Students across East Asia have been caught using artificial intelligence-powered smart glasses to cheat on high-stakes examinations, with incidents reported in South Korea, Taiwan, and China raising urgent questions about academic integrity that educational institutions and governments are only beginning to develop adequate responses to. The cases mark a qualitative escalation in exam cheating technology, moving from hidden earpieces and miniature cameras to wearable devices capable of scanning questions, transmitting them to large language models, and displaying generated answers directly on the lenses in real time.
Twice last month, people in South Korea taking an exam to assess their English language skills, the results of which are often used to make hiring decisions, were caught using smart glasses. The two incidents were South Korea’s first reported cases of cheating with artificial intelligence glasses, and in response South Korea’s college entrance exam administrator said it is in discussions with the Education Ministry and local education offices about measures to prevent cheating with AI glasses, which, along with all other electronic devices, are already banned from exam rooms. In Taiwan, a student sitting for an entrance exam for a top medical school was discovered wearing smart glasses after proctors noticed the student staring oddly at the test, leading to an inspection that revealed the frame was emitting heat. The university is now reviewing its rules and standard operating procedures for artificial intelligence eyewear during examinations. For China’s grueling annual college entrance exam, which more than 10 million hopefuls take each year, authorities required screening of all glasses.
Research conducted at the Hong Kong University of Science and Technology has demonstrated precisely how effective these devices can be in practice. Assistant Professor Meng Zili tested commercial AI glasses in an undergraduate level exam of an electrical engineering course. By simply looking at the exam paper, the glasses could transmit questions to connected AI large language models, which generated answers and displayed them on the lenses. The score generated with the device placed it among the top five in a class of over 100 students, significantly exceeding the average score of 72. The demonstration established beyond doubt that the technology is not merely a theoretical threat but a practically viable exam cheating tool that is already commercially available and increasingly affordable.

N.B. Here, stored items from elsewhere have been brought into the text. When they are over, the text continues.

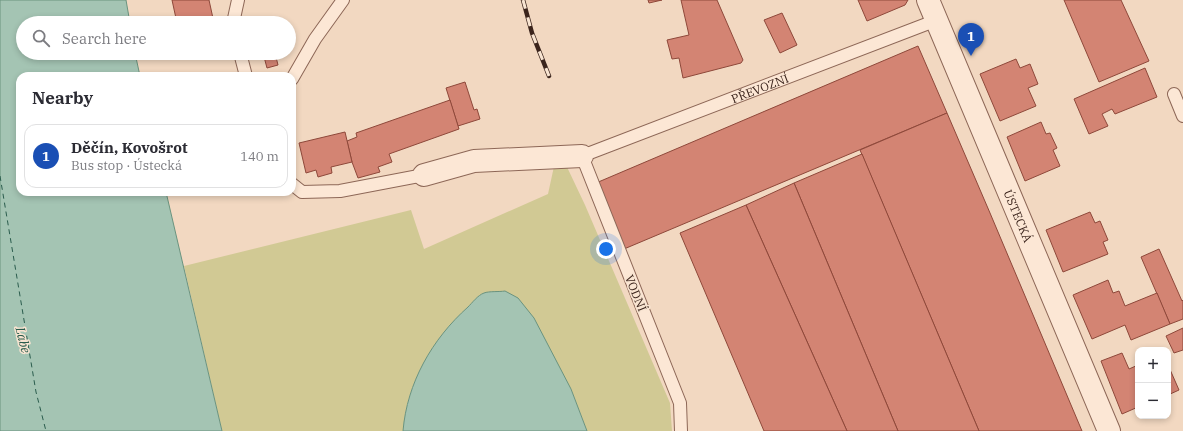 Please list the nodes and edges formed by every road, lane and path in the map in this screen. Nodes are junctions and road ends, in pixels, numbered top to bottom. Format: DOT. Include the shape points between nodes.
graph roads {
  1 [pos="238,0"];
  2 [pos="343,0"];
  3 [pos="928,0"];
  4 [pos="234,16"];
  5 [pos="937,20"];
  6 [pos="242,60"];
  7 [pos="245,72"];
  8 [pos="296,72"];
  9 [pos="1174,94"];
  10 [pos="1183,116"];
  11 [pos="582,156"];
  12 [pos="424,174"];
  13 [pos="296,187"];
  14 [pos="681,431"];
  15 [pos="1109,431"];
  1 -- 4 [label="lane"];
  2 -- 8 [label="lane" via="314,39"];
  3 -- 5 [label="street, ÚSTECKÁ"];
  5 -- 11 [label="lane, PŘEVOZNÍ"];
  5 -- 15 [label="street, ÚSTECKÁ"];
  6 -- 7 [label="lane"];
  9 -- 10 [label="lane"];
  11 -- 12 [label="street" via="474,160"];
  11 -- 14 [label="lane, VODNÍ" via="680,403"];
  12 -- 13 [label="lane" via="340,191 302,192"];
} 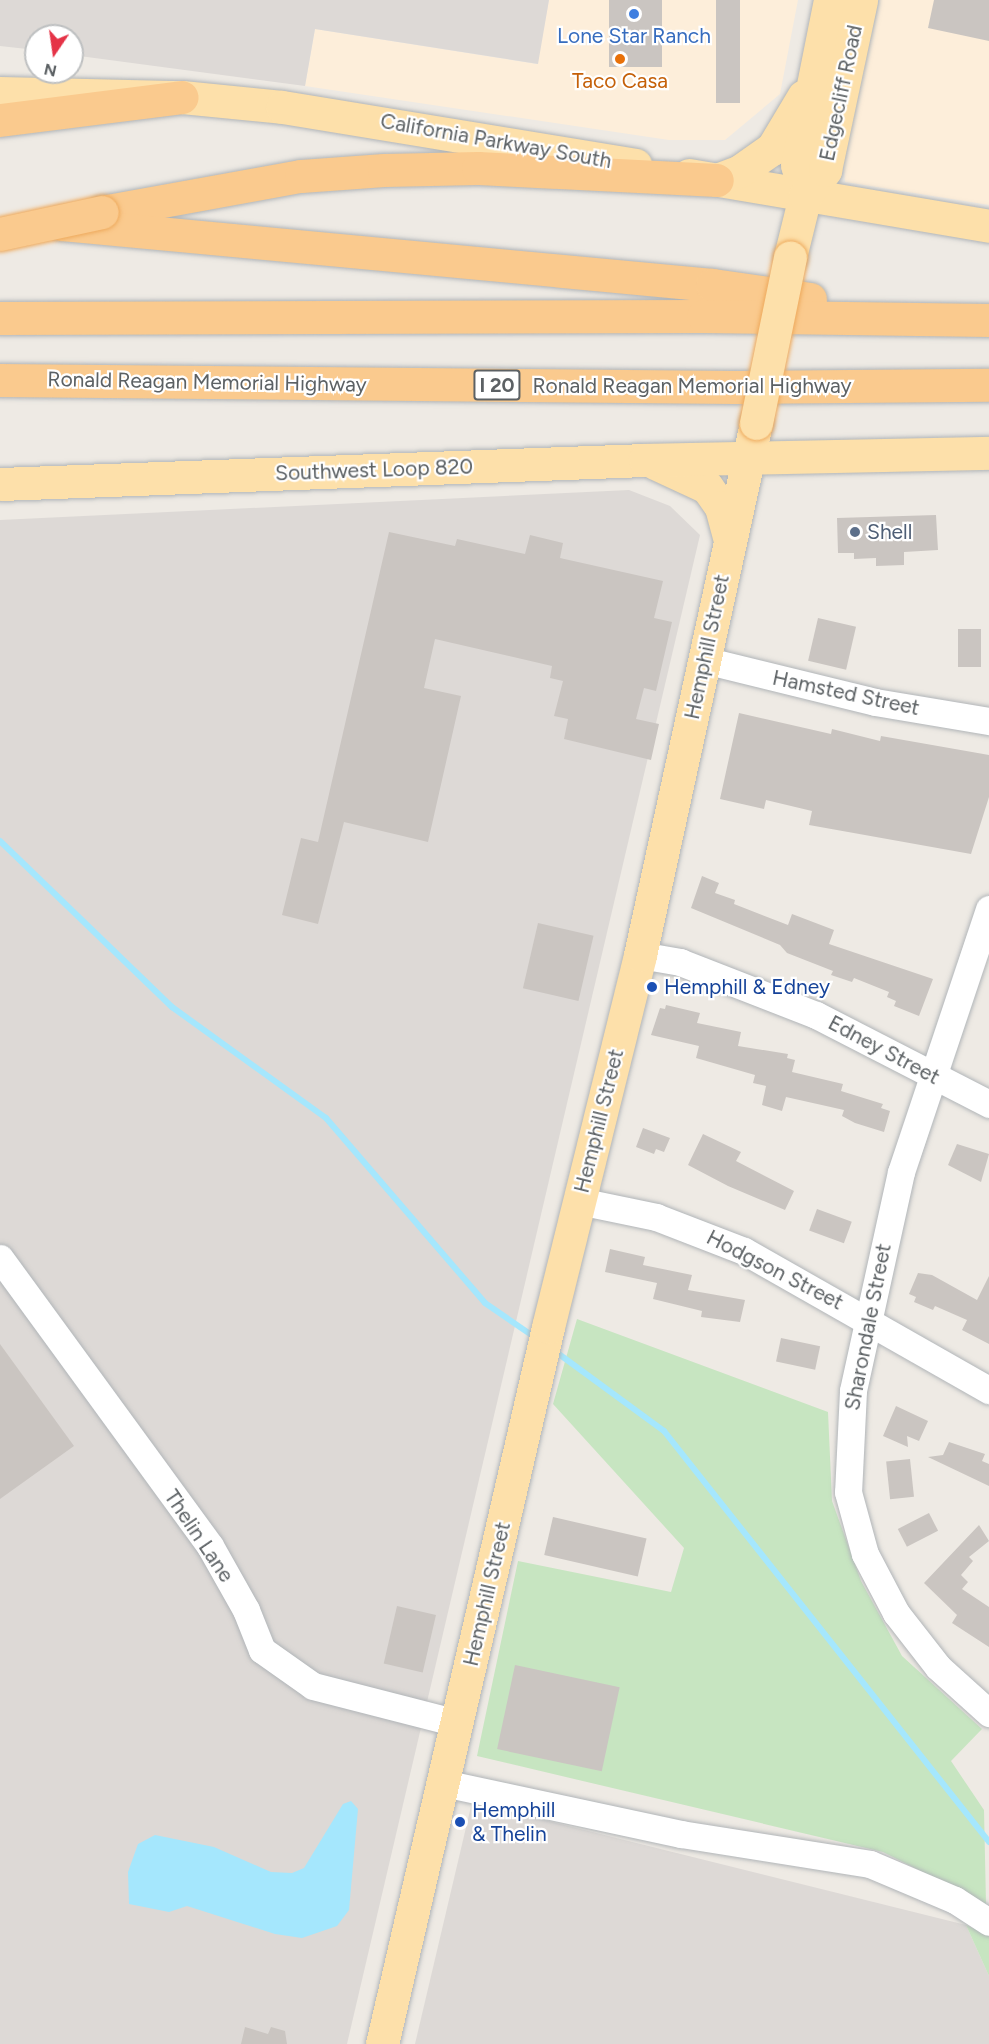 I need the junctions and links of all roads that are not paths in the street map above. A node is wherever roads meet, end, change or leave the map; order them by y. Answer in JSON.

The scale of the underlying problem is likely far larger than the reported cases suggest. Thomas Corbin, a lecturer at Deakin University in Australia who has conducted research around the usage of AI-powered glasses and other smart devices in academic assessment, warned that if we are seeing a few cases being reported, we are seeing a lot more cases not being reported. He described wearable artificial intelligence as posing as fundamental a challenge to examinations as ChatGPT posed to essays in 2022, adding that he does not believe there is any reliable way that conventional exam practices can continue moving forward without significant restructuring. For Pakistan, where high-stakes examinations including matriculation, intermediate, and university entrance tests carry enormous weight in determining educational and career trajectories, the emergence of affordable artificial intelligence wearables as cheating tools represents a challenge that examination boards will need to begin addressing proactively before incidents begin appearing domestically as well.